→ INSTRUCTIONS TO FOLLOW:
All lines below are to be output exactly as they stand.

(Extracted records)
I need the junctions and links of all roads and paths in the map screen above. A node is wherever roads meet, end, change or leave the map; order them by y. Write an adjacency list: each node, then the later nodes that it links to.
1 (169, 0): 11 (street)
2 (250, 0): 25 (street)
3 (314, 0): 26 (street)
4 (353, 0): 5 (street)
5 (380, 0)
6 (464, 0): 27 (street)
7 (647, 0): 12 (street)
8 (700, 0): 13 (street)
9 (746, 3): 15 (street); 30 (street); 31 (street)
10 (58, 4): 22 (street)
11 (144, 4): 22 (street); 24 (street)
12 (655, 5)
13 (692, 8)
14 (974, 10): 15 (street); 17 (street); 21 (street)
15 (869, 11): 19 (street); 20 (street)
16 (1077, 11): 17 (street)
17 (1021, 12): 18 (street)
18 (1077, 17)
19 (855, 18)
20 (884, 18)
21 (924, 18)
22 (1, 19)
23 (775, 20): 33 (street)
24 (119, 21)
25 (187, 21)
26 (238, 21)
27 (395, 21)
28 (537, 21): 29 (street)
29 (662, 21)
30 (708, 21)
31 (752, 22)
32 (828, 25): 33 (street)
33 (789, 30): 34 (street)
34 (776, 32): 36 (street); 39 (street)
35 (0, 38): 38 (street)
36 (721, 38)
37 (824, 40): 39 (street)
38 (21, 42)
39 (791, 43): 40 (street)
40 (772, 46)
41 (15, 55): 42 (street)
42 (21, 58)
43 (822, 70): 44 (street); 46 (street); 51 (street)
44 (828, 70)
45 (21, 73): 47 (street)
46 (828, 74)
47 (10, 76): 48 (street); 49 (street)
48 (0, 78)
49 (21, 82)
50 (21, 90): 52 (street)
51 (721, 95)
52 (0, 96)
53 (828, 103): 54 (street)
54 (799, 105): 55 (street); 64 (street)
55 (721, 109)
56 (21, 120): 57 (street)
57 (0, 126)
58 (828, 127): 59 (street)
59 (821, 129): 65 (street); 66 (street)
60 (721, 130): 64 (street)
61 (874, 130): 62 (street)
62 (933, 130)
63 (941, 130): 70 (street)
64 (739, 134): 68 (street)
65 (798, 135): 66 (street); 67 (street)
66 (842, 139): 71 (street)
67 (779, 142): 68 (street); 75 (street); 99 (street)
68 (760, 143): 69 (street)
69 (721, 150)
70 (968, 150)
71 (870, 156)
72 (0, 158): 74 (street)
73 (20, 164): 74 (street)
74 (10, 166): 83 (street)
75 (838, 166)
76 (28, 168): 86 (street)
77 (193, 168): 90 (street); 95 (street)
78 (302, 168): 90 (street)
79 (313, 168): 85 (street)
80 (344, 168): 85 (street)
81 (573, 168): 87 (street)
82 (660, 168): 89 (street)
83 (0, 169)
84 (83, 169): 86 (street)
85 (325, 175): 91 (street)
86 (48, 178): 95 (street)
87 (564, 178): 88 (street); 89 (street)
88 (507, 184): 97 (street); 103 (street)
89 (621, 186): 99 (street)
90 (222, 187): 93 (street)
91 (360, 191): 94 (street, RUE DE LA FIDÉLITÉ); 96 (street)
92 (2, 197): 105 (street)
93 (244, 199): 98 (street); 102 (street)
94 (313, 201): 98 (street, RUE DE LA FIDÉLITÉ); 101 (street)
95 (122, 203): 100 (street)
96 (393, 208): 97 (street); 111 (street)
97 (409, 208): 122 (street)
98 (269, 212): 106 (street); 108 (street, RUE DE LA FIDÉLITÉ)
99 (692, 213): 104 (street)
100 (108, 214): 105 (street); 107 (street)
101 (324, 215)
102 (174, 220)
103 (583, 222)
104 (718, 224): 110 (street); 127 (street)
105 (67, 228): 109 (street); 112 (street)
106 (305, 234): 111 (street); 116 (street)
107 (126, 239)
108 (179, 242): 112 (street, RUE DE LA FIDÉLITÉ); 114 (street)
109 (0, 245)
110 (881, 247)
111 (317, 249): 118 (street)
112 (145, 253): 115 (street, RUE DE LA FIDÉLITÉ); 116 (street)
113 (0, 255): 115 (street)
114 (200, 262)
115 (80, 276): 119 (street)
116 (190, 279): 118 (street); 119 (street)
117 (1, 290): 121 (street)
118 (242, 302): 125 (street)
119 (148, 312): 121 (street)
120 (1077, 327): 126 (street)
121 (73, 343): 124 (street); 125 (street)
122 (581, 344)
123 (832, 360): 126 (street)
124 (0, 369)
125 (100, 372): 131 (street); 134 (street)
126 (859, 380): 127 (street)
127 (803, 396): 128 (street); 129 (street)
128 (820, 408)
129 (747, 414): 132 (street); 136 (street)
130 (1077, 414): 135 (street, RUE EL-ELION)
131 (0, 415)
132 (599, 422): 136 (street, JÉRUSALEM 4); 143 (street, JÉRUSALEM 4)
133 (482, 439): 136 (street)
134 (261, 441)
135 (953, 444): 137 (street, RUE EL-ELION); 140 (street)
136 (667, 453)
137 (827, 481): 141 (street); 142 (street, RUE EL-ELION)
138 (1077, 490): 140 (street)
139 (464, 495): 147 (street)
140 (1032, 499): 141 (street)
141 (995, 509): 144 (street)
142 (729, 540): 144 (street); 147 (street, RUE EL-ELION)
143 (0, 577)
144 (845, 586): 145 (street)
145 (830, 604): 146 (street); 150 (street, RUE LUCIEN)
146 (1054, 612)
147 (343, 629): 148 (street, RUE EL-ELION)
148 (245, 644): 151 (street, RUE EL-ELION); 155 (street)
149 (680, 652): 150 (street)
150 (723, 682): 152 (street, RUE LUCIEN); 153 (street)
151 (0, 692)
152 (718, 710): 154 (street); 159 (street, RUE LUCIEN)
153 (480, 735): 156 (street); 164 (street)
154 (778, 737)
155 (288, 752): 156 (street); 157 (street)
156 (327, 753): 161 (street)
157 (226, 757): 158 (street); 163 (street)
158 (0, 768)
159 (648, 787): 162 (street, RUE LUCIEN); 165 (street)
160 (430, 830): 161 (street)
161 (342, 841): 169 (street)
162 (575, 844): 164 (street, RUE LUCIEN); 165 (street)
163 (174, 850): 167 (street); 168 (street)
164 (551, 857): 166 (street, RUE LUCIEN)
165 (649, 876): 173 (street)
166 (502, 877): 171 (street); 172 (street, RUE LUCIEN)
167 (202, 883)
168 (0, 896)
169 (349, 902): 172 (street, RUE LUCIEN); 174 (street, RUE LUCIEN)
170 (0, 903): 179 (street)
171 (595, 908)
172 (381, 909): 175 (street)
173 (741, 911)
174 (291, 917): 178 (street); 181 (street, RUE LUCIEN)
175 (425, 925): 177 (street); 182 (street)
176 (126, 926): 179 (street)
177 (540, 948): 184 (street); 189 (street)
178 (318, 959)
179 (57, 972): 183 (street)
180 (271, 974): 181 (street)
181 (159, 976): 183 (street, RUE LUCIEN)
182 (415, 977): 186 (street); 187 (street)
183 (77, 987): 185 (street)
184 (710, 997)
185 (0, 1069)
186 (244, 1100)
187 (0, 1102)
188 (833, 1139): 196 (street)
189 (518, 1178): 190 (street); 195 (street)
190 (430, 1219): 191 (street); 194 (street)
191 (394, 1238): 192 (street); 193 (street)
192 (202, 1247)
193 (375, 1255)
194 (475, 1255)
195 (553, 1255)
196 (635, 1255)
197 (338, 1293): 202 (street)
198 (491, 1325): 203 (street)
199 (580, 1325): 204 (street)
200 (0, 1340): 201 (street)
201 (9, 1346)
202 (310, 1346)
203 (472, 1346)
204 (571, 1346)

→ RESPONSE:
I need the junctions and links of all roads and paths in the map screen above. A node is wherever roads meet, end, change or leave the map; order them by y. Write an adjacency list: each node, then the later nodes that it links to.
1 (169, 0): 11 (street)
2 (250, 0): 25 (street)
3 (314, 0): 26 (street)
4 (353, 0): 5 (street)
5 (380, 0)
6 (464, 0): 27 (street)
7 (647, 0): 12 (street)
8 (700, 0): 13 (street)
9 (746, 3): 15 (street); 30 (street); 31 (street)
10 (58, 4): 22 (street)
11 (144, 4): 22 (street); 24 (street)
12 (655, 5)
13 (692, 8)
14 (974, 10): 15 (street); 17 (street); 21 (street)
15 (869, 11): 19 (street); 20 (street)
16 (1077, 11): 17 (street)
17 (1021, 12): 18 (street)
18 (1077, 17)
19 (855, 18)
20 (884, 18)
21 (924, 18)
22 (1, 19)
23 (775, 20): 33 (street)
24 (119, 21)
25 (187, 21)
26 (238, 21)
27 (395, 21)
28 (537, 21): 29 (street)
29 (662, 21)
30 (708, 21)
31 (752, 22)
32 (828, 25): 33 (street)
33 (789, 30): 34 (street)
34 (776, 32): 36 (street); 39 (street)
35 (0, 38): 38 (street)
36 (721, 38)
37 (824, 40): 39 (street)
38 (21, 42)
39 (791, 43): 40 (street)
40 (772, 46)
41 (15, 55): 42 (street)
42 (21, 58)
43 (822, 70): 44 (street); 46 (street); 51 (street)
44 (828, 70)
45 (21, 73): 47 (street)
46 (828, 74)
47 (10, 76): 48 (street); 49 (street)
48 (0, 78)
49 (21, 82)
50 (21, 90): 52 (street)
51 (721, 95)
52 (0, 96)
53 (828, 103): 54 (street)
54 (799, 105): 55 (street); 64 (street)
55 (721, 109)
56 (21, 120): 57 (street)
57 (0, 126)
58 (828, 127): 59 (street)
59 (821, 129): 65 (street); 66 (street)
60 (721, 130): 64 (street)
61 (874, 130): 62 (street)
62 (933, 130)
63 (941, 130): 70 (street)
64 (739, 134): 68 (street)
65 (798, 135): 66 (street); 67 (street)
66 (842, 139): 71 (street)
67 (779, 142): 68 (street); 75 (street); 99 (street)
68 (760, 143): 69 (street)
69 (721, 150)
70 (968, 150)
71 (870, 156)
72 (0, 158): 74 (street)
73 (20, 164): 74 (street)
74 (10, 166): 83 (street)
75 (838, 166)
76 (28, 168): 86 (street)
77 (193, 168): 90 (street); 95 (street)
78 (302, 168): 90 (street)
79 (313, 168): 85 (street)
80 (344, 168): 85 (street)
81 (573, 168): 87 (street)
82 (660, 168): 89 (street)
83 (0, 169)
84 (83, 169): 86 (street)
85 (325, 175): 91 (street)
86 (48, 178): 95 (street)
87 (564, 178): 88 (street); 89 (street)
88 (507, 184): 97 (street); 103 (street)
89 (621, 186): 99 (street)
90 (222, 187): 93 (street)
91 (360, 191): 94 (street, RUE DE LA FIDÉLITÉ); 96 (street)
92 (2, 197): 105 (street)
93 (244, 199): 98 (street); 102 (street)
94 (313, 201): 98 (street, RUE DE LA FIDÉLITÉ); 101 (street)
95 (122, 203): 100 (street)
96 (393, 208): 97 (street); 111 (street)
97 (409, 208): 122 (street)
98 (269, 212): 106 (street); 108 (street, RUE DE LA FIDÉLITÉ)
99 (692, 213): 104 (street)
100 (108, 214): 105 (street); 107 (street)
101 (324, 215)
102 (174, 220)
103 (583, 222)
104 (718, 224): 110 (street); 127 (street)
105 (67, 228): 109 (street); 112 (street)
106 (305, 234): 111 (street); 116 (street)
107 (126, 239)
108 (179, 242): 112 (street, RUE DE LA FIDÉLITÉ); 114 (street)
109 (0, 245)
110 (881, 247)
111 (317, 249): 118 (street)
112 (145, 253): 115 (street, RUE DE LA FIDÉLITÉ); 116 (street)
113 (0, 255): 115 (street)
114 (200, 262)
115 (80, 276): 119 (street)
116 (190, 279): 118 (street); 119 (street)
117 (1, 290): 121 (street)
118 (242, 302): 125 (street)
119 (148, 312): 121 (street)
120 (1077, 327): 126 (street)
121 (73, 343): 124 (street); 125 (street)
122 (581, 344)
123 (832, 360): 126 (street)
124 (0, 369)
125 (100, 372): 131 (street); 134 (street)
126 (859, 380): 127 (street)
127 (803, 396): 128 (street); 129 (street)
128 (820, 408)
129 (747, 414): 132 (street); 136 (street)
130 (1077, 414): 135 (street, RUE EL-ELION)
131 (0, 415)
132 (599, 422): 136 (street, JÉRUSALEM 4); 143 (street, JÉRUSALEM 4)
133 (482, 439): 136 (street)
134 (261, 441)
135 (953, 444): 137 (street, RUE EL-ELION); 140 (street)
136 (667, 453)
137 (827, 481): 141 (street); 142 (street, RUE EL-ELION)
138 (1077, 490): 140 (street)
139 (464, 495): 147 (street)
140 (1032, 499): 141 (street)
141 (995, 509): 144 (street)
142 (729, 540): 144 (street); 147 (street, RUE EL-ELION)
143 (0, 577)
144 (845, 586): 145 (street)
145 (830, 604): 146 (street); 150 (street, RUE LUCIEN)
146 (1054, 612)
147 (343, 629): 148 (street, RUE EL-ELION)
148 (245, 644): 151 (street, RUE EL-ELION); 155 (street)
149 (680, 652): 150 (street)
150 (723, 682): 152 (street, RUE LUCIEN); 153 (street)
151 (0, 692)
152 (718, 710): 154 (street); 159 (street, RUE LUCIEN)
153 (480, 735): 156 (street); 164 (street)
154 (778, 737)
155 (288, 752): 156 (street); 157 (street)
156 (327, 753): 161 (street)
157 (226, 757): 158 (street); 163 (street)
158 (0, 768)
159 (648, 787): 162 (street, RUE LUCIEN); 165 (street)
160 (430, 830): 161 (street)
161 (342, 841): 169 (street)
162 (575, 844): 164 (street, RUE LUCIEN); 165 (street)
163 (174, 850): 167 (street); 168 (street)
164 (551, 857): 166 (street, RUE LUCIEN)
165 (649, 876): 173 (street)
166 (502, 877): 171 (street); 172 (street, RUE LUCIEN)
167 (202, 883)
168 (0, 896)
169 (349, 902): 172 (street, RUE LUCIEN); 174 (street, RUE LUCIEN)
170 (0, 903): 179 (street)
171 (595, 908)
172 (381, 909): 175 (street)
173 (741, 911)
174 (291, 917): 178 (street); 181 (street, RUE LUCIEN)
175 (425, 925): 177 (street); 182 (street)
176 (126, 926): 179 (street)
177 (540, 948): 184 (street); 189 (street)
178 (318, 959)
179 (57, 972): 183 (street)
180 (271, 974): 181 (street)
181 (159, 976): 183 (street, RUE LUCIEN)
182 (415, 977): 186 (street); 187 (street)
183 (77, 987): 185 (street)
184 (710, 997)
185 (0, 1069)
186 (244, 1100)
187 (0, 1102)
188 (833, 1139): 196 (street)
189 (518, 1178): 190 (street); 195 (street)
190 (430, 1219): 191 (street); 194 (street)
191 (394, 1238): 192 (street); 193 (street)
192 (202, 1247)
193 (375, 1255)
194 (475, 1255)
195 (553, 1255)
196 (635, 1255)
197 (338, 1293): 202 (street)
198 (491, 1325): 203 (street)
199 (580, 1325): 204 (street)
200 (0, 1340): 201 (street)
201 (9, 1346)
202 (310, 1346)
203 (472, 1346)
204 (571, 1346)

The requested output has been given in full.